*Data records:*

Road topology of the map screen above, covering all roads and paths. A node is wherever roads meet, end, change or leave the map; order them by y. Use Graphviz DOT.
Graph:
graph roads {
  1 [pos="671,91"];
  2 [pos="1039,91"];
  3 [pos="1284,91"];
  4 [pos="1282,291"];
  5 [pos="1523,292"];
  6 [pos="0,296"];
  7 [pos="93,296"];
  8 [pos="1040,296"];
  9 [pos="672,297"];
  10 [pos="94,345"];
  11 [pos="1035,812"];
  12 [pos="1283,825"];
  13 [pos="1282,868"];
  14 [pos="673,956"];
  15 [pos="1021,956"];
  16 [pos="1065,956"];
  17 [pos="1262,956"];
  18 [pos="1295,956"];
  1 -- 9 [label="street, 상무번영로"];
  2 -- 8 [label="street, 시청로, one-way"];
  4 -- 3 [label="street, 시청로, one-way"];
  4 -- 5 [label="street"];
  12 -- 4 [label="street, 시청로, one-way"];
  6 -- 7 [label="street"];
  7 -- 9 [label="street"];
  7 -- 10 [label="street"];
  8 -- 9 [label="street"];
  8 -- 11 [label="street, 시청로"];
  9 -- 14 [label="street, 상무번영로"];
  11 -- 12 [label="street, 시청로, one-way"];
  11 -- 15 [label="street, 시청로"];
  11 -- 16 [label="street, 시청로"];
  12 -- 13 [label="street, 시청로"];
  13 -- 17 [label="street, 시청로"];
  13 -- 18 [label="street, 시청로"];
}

*Task description:* Word for word, restate the lines above.

*Answer for this exercise:*
Road topology of the map screen above, covering all roads and paths. A node is wherever roads meet, end, change or leave the map; order them by y. Use Graphviz DOT.
Graph:
graph roads {
  1 [pos="671,91"];
  2 [pos="1039,91"];
  3 [pos="1284,91"];
  4 [pos="1282,291"];
  5 [pos="1523,292"];
  6 [pos="0,296"];
  7 [pos="93,296"];
  8 [pos="1040,296"];
  9 [pos="672,297"];
  10 [pos="94,345"];
  11 [pos="1035,812"];
  12 [pos="1283,825"];
  13 [pos="1282,868"];
  14 [pos="673,956"];
  15 [pos="1021,956"];
  16 [pos="1065,956"];
  17 [pos="1262,956"];
  18 [pos="1295,956"];
  1 -- 9 [label="street, 상무번영로"];
  2 -- 8 [label="street, 시청로, one-way"];
  4 -- 3 [label="street, 시청로, one-way"];
  4 -- 5 [label="street"];
  12 -- 4 [label="street, 시청로, one-way"];
  6 -- 7 [label="street"];
  7 -- 9 [label="street"];
  7 -- 10 [label="street"];
  8 -- 9 [label="street"];
  8 -- 11 [label="street, 시청로"];
  9 -- 14 [label="street, 상무번영로"];
  11 -- 12 [label="street, 시청로, one-way"];
  11 -- 15 [label="street, 시청로"];
  11 -- 16 [label="street, 시청로"];
  12 -- 13 [label="street, 시청로"];
  13 -- 17 [label="street, 시청로"];
  13 -- 18 [label="street, 시청로"];
}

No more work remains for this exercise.